Configure triggers (optional):

{
  "name": "notify-moderator-on-new-review",
  "active": true,
  "condition": "approved=false",
  "action": {
    "type": "email",
    "provider": "default",
    "subject": "New review pending moderation",
    "to": ["moderator@mystore.com"],
    "body": "A new review has been submitted for product {{productId}} by {{author}}."
  },
  "retry": {
    "times": 3,
    "delay": { "addMinutes": 5 }
  }
}

Wire into Service:

// node/index.ts
import type { ParamsContext, RecorderState } from "@vtex/api";
import { Service } from "@vtex/api";

import { Clients } from "./clients";
import { queries, mutations } from "./resolvers/reviews";

export default new Service<Clients, RecorderState, ParamsContext>({
  clients: {
    implementation: Clients,
    options: {
      default: {
        retries: 2,
        timeout: 5000,
      },
    },
  },
  graphql: {
    resolvers: {
      Query: queries,
      Mutation: mutations,
    },
  },
});

Common failure modes

  • Direct REST calls to /api/dataentities/: Using axios or fetch to call Master Data endpoints bypasses the client infrastructure — no auth, no caching, no retries.
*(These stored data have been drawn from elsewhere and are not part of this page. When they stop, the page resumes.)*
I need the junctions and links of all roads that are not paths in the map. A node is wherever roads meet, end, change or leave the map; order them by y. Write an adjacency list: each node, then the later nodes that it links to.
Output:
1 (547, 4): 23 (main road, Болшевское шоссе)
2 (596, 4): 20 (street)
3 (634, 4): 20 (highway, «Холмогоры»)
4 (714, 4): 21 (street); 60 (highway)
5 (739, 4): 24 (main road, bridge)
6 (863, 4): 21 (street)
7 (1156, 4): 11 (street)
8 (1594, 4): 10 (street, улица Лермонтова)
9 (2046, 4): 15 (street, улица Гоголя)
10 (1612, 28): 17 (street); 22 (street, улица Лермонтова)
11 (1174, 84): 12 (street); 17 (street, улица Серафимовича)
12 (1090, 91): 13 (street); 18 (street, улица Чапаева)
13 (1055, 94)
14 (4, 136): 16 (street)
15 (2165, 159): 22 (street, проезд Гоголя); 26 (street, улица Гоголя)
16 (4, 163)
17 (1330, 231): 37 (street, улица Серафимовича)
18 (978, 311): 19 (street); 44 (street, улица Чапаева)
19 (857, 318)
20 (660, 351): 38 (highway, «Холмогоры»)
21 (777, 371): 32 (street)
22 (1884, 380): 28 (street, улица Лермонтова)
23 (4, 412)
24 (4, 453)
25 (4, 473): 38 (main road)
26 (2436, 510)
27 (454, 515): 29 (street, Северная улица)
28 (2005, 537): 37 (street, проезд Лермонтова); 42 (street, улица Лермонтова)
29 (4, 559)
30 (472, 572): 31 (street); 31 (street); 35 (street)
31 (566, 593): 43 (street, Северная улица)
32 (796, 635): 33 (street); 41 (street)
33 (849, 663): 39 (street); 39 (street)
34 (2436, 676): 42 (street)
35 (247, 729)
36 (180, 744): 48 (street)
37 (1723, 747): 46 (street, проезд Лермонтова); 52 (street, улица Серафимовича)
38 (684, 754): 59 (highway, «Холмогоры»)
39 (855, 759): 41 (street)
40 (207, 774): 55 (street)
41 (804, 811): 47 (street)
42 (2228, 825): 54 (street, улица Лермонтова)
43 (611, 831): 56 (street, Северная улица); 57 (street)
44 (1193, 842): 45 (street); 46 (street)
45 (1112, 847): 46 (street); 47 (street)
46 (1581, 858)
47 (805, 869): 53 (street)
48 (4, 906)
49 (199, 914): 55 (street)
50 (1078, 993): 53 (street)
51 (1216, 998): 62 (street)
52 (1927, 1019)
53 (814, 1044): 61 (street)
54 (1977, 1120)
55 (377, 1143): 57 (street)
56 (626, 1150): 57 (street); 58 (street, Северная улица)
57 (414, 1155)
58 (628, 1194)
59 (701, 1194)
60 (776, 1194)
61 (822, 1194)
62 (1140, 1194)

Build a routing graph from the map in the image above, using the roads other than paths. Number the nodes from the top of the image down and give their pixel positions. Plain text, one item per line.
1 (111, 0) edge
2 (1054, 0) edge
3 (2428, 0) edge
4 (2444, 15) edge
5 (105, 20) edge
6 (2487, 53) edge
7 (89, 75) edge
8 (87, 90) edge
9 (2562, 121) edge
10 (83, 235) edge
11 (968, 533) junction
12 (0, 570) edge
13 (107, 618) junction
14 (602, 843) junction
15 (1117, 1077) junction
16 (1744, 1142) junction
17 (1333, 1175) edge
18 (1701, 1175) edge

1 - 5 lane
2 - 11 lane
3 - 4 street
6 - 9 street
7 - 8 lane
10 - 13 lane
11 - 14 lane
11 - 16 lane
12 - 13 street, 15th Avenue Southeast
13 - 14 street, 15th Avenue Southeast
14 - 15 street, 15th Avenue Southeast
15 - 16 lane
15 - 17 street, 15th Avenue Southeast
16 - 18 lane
Use ctx.clients.masterdata or masterDataFor instead.
  • Searching without indexed fields: Queries on non-indexed fields trigger full document scans. For large datasets, this causes timeouts and rate limit errors. Ensure all where clause fields are in the schema's v-indexed array.
  • Not paginating search results: Master Data v2 has a maximum page size of 100 documents. Requesting more silently returns only up to the limit. Use proper pagination or scrollDocuments for large result sets.
  • Ignoring the 60-schema limit: Each app version linked/installed creates a new schema. After 60 link cycles, the builder fails. Periodically clean up unused schemas via the Delete Schema API.
  • Using MD for logs or caches: Entities that grow with traffic volume instead of business events. Millions of log or cache documents degrade the account's MD performance.
  • Bulk import without rate limiting: Flooding MD with parallel writes triggers 429 errors and account-wide throttling. Always use bounded concurrency with backoff.
  • Import without validation: Importing data without cross-referencing the catalog or user store leads to orphaned documents, broken references, and data that fails schema validation silently.
  • No checkpoint in bulk operations: A 50k-document import that fails at document 30k must restart from zero without a checkpoint file.

Review checklist

  • Is the masterdata builder declared in manifest.json?
  • Do all data entities have JSON Schemas with proper field definitions?
  • Are all where clause fields declared in v-indexed?
  • Are CRUD operations using ctx.clients.masterdata or masterDataFor (no direct REST calls)?
  • Is pagination properly handled (max 100 per page, scroll for large sets)?
  • Is there a plan for schema cleanup to avoid the 60-schema limit?
  • Are required policies (outbound-access, ADMIN_DS) declared in the manifest?
  • Was Catalog or native stores ruled in/out before MD for product or order data?
  • Is MD off the purchase critical path unless explicitly justified?
  • If exposing MD externally, is access through a controlled IO/BFF layer with auth?
  • Is the entity not being used for logging, caching, or temporary data?
  • For bulk operations, are rate limiting, backoff, and checkpoints implemented?
  • Is import data validated against the authoritative source before writing to MD?
  • Are native entities (CL, AD, OD, etc.) identified and not duplicated by custom entities?